> **EXERCISE GOAL**
Locate the string "التحرير" in the listing below. Copy every line where it is found.

> **EXERCISE DATA**
--------

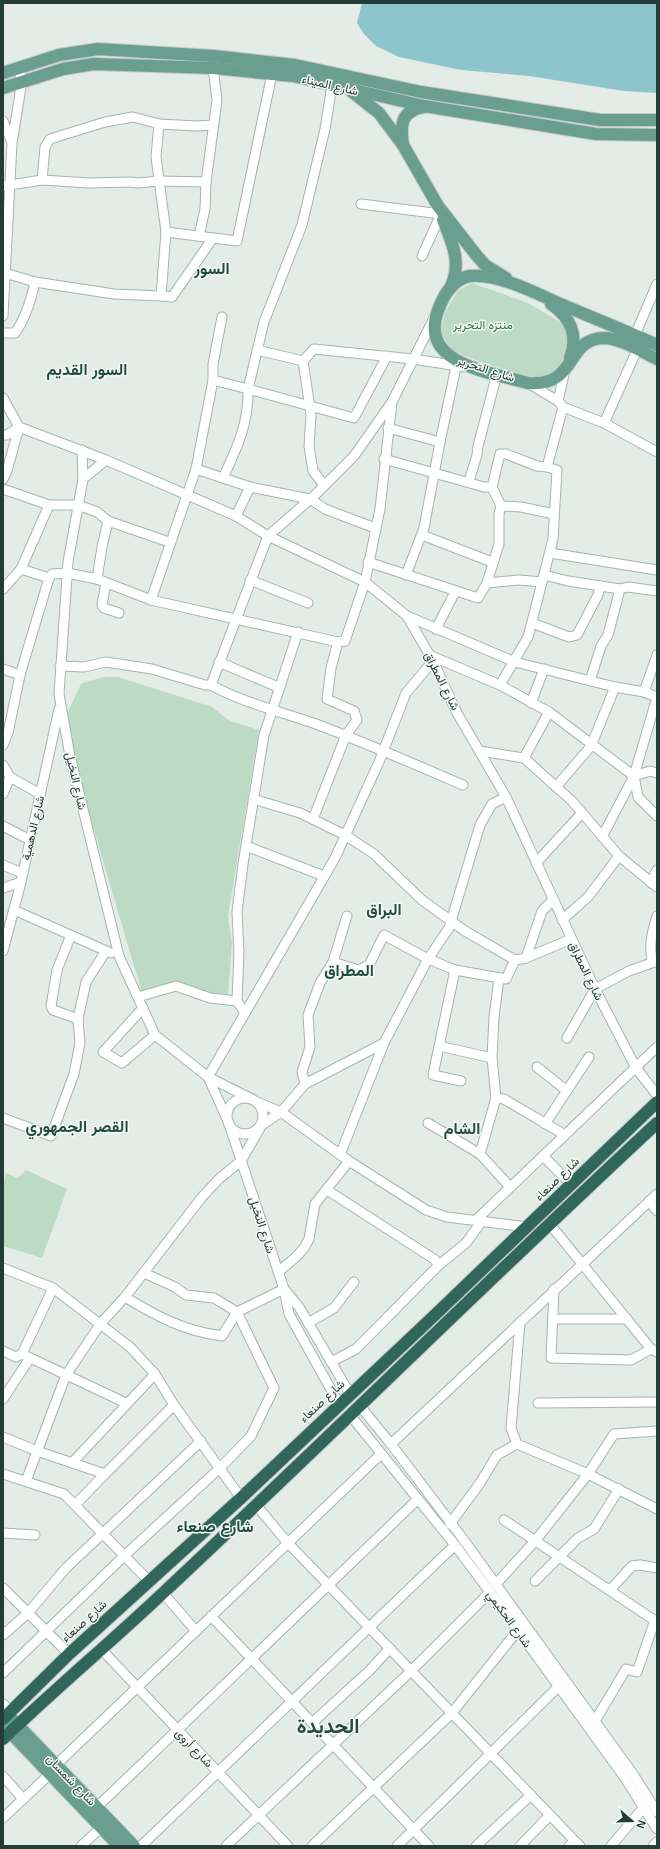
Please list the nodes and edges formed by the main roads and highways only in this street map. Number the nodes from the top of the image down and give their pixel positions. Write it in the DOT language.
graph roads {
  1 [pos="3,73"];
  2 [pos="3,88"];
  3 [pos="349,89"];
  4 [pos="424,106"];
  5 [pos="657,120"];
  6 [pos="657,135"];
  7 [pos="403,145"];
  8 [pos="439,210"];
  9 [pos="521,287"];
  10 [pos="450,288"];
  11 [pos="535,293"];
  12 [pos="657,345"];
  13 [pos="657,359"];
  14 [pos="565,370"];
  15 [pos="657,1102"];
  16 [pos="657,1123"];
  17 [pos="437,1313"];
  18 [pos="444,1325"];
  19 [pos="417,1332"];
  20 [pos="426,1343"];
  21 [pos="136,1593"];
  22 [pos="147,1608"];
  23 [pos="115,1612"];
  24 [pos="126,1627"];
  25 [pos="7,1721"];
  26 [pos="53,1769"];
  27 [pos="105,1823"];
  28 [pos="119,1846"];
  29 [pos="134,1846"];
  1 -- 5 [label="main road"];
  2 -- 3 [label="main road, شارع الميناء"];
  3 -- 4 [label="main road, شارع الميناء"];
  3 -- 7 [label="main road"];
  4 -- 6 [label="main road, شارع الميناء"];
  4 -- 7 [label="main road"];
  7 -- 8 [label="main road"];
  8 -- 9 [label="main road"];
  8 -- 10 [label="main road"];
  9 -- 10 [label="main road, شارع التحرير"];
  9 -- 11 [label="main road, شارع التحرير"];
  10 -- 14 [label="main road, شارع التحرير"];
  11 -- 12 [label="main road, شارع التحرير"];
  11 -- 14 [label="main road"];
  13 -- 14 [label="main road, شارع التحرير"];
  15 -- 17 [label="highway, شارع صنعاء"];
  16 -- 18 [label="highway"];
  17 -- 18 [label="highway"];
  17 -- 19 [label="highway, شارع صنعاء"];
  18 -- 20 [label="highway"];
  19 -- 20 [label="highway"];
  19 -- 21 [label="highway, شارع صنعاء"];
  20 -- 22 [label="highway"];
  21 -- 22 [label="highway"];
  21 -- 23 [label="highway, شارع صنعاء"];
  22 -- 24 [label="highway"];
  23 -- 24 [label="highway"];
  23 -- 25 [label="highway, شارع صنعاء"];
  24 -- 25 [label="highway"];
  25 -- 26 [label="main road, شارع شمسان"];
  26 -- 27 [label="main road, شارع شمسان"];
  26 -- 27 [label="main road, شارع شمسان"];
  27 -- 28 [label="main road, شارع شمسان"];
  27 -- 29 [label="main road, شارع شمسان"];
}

--------

> **ANSWER BELOW**
  9 -- 10 [label="main road, شارع التحرير"];
  9 -- 11 [label="main road, شارع التحرير"];
  10 -- 14 [label="main road, شارع التحرير"];
  11 -- 12 [label="main road, شارع التحرير"];
  13 -- 14 [label="main road, شارع التحرير"];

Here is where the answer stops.